== Input material ==
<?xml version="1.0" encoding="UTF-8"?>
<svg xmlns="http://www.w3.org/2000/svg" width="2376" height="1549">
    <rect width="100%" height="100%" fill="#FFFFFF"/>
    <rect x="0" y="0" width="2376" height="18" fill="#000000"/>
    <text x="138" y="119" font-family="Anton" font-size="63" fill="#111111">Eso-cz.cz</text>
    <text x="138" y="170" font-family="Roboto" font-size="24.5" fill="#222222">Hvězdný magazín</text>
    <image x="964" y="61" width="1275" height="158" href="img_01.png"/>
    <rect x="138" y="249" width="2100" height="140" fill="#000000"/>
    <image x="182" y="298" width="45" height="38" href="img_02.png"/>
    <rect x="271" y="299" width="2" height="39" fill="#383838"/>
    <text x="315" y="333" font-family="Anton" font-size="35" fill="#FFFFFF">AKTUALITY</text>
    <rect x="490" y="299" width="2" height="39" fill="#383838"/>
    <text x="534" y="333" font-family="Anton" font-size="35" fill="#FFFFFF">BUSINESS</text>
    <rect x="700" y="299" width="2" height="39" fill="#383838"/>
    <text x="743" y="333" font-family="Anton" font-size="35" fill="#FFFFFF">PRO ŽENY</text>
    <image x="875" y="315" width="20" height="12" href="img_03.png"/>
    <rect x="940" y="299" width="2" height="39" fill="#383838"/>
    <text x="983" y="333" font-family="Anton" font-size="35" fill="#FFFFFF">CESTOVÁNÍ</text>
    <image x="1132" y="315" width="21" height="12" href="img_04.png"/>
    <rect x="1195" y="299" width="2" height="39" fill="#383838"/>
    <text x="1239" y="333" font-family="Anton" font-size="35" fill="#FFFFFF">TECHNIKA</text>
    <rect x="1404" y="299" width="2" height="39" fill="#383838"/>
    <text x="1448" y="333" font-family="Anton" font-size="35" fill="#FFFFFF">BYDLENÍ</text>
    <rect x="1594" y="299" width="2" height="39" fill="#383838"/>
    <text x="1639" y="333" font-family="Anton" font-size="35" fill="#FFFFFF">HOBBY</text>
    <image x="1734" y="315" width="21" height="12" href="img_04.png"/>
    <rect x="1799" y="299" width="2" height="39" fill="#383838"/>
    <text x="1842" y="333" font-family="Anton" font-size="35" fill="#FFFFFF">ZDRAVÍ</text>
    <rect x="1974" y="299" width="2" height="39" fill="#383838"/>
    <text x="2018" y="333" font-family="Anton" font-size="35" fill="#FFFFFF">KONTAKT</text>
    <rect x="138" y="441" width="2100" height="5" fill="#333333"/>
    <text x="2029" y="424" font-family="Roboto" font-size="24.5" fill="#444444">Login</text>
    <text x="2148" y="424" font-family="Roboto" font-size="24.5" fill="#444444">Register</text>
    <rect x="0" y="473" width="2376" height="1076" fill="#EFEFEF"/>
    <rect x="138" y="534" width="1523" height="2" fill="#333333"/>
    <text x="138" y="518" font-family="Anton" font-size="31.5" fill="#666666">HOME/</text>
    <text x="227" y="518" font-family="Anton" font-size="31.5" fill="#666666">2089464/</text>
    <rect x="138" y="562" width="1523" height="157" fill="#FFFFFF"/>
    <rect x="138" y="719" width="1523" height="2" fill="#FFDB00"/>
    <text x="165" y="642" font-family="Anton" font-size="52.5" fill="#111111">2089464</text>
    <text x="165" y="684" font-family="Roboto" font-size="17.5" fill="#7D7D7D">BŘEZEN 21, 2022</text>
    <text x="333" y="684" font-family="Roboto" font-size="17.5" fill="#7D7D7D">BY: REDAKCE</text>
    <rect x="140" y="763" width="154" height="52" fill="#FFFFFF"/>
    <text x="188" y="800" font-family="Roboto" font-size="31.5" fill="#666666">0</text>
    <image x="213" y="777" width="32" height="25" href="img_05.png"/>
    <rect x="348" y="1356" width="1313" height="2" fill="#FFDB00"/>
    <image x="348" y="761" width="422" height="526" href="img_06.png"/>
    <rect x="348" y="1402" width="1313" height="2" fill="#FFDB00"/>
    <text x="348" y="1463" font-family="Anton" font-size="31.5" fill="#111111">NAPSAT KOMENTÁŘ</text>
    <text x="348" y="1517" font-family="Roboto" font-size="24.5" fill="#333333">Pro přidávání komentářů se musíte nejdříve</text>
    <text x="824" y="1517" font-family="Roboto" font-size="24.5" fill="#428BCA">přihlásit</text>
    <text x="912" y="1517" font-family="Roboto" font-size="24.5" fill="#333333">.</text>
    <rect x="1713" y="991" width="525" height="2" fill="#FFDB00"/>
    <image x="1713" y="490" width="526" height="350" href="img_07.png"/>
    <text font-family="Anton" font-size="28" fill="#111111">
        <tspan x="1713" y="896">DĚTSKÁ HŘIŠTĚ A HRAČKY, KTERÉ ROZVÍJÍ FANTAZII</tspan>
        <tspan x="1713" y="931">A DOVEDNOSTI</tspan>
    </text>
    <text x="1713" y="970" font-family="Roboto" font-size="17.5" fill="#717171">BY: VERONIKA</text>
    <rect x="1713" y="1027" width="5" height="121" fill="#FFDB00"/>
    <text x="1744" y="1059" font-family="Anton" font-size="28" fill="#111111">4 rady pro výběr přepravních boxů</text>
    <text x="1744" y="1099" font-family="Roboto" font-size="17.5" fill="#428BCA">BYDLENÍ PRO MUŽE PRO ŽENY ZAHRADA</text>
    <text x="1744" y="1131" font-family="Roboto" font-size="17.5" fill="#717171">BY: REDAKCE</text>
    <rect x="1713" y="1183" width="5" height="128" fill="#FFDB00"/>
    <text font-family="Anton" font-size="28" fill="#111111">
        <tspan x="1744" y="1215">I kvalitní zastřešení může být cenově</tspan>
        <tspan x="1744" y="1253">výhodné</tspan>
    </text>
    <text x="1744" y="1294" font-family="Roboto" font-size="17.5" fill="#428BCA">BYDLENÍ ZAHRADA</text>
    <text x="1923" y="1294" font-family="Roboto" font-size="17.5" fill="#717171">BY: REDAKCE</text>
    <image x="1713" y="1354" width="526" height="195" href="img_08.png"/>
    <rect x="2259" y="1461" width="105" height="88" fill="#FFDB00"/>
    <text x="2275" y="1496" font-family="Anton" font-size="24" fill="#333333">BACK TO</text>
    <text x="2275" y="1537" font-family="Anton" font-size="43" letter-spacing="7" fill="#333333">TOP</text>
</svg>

== Try it ==
Reproduce each line from the data that has "REDAKCE" in it.

== Exercise output ==
    <text x="333" y="684" font-family="Roboto" font-size="17.5" fill="#7D7D7D">BY: REDAKCE</text>
    <text x="1744" y="1131" font-family="Roboto" font-size="17.5" fill="#717171">BY: REDAKCE</text>
    <text x="1923" y="1294" font-family="Roboto" font-size="17.5" fill="#717171">BY: REDAKCE</text>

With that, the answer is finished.